For Taquisara and Don Teodoro knew, each knowing also that the other
knew, that what Veronica believed to have been done that day had not
been really done, save in the intention, and that what had really been
done must by Church law and right be undone before she could be truly
married to Gianluca della Spina. That is to say, if the thing done had
any value whatsoever before God and man.
It is easy to say that in other lands and under other practices of faith
the four persons concerned in what had happened might have honestly told
themselves that such a marriage was no marriage at all. An unbelieving
Italian, and there are many in the cities, though few in the country,
would have laughed and said that the important point was the legal union
pronounced by the municipal authority, and that since there had been
none here, there was nothing to undo.

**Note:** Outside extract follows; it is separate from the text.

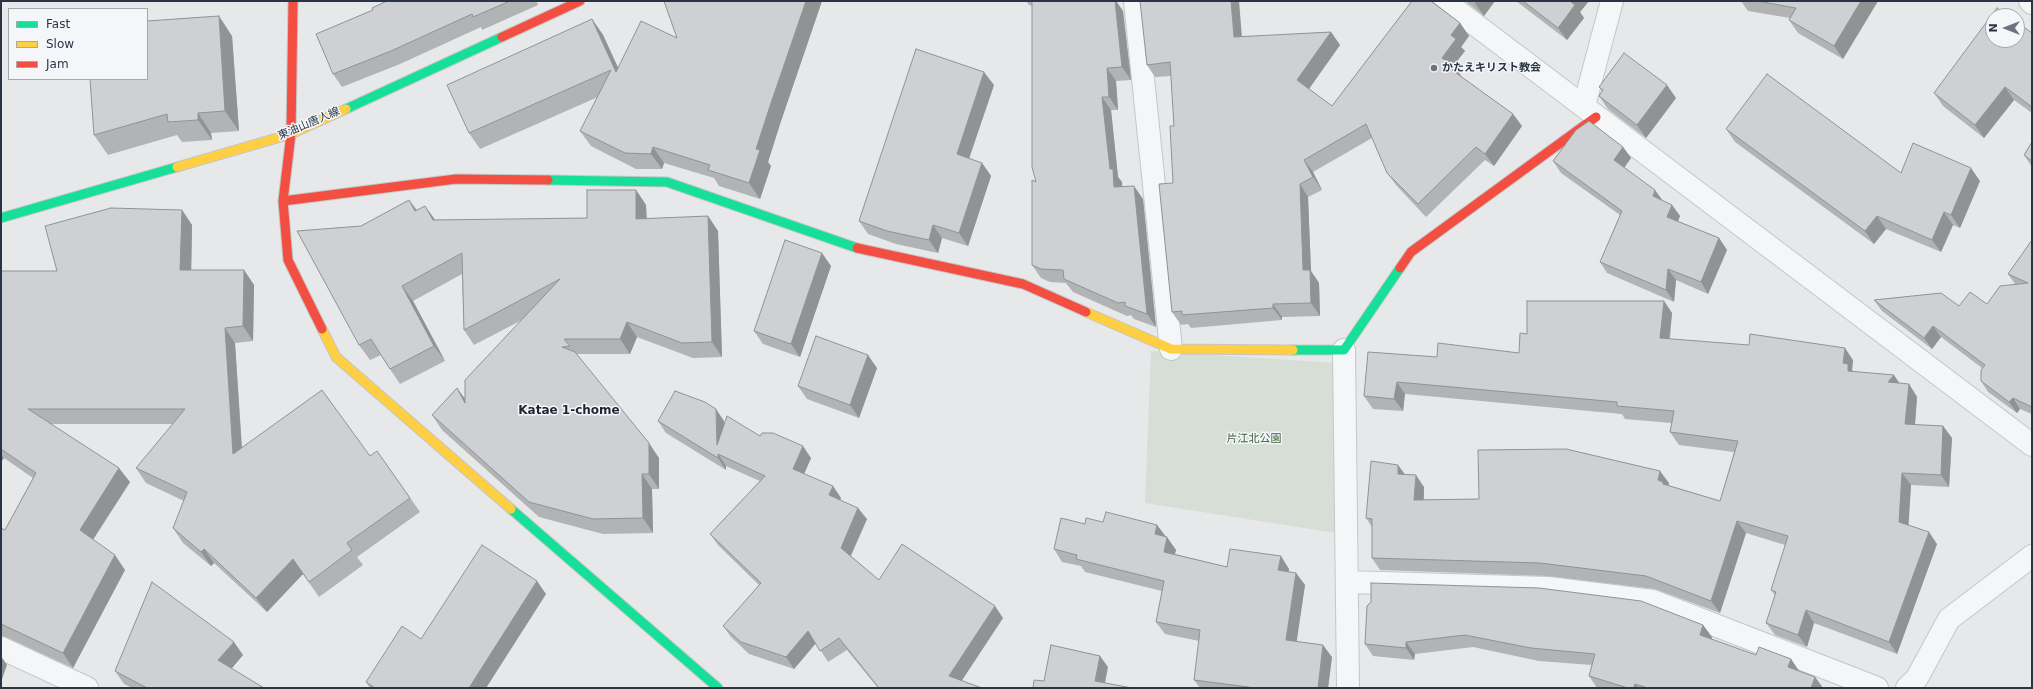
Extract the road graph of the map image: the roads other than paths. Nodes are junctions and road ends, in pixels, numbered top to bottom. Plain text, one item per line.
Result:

Yet if by any similar
chance--more difficult to imagine, of course, but conceivable for
argument's sake--the same mistake had occurred in a legal marriage by a
syndic, that same unbelieving Italian would have felt in regard to it
precisely what Taquisara and Don Teodoro felt, namely, that the union
was well nigh indissoluble. For Italy, as a nation and a whole, while
imitating other nations in many respects, has again and again refused to
listen to any suggestion embodying a law of divorce. To all Italians,
high, low, atheists, bigots, monarchists, republicans,--whatever they
may be,--marriage is an absolutely indissoluble bond.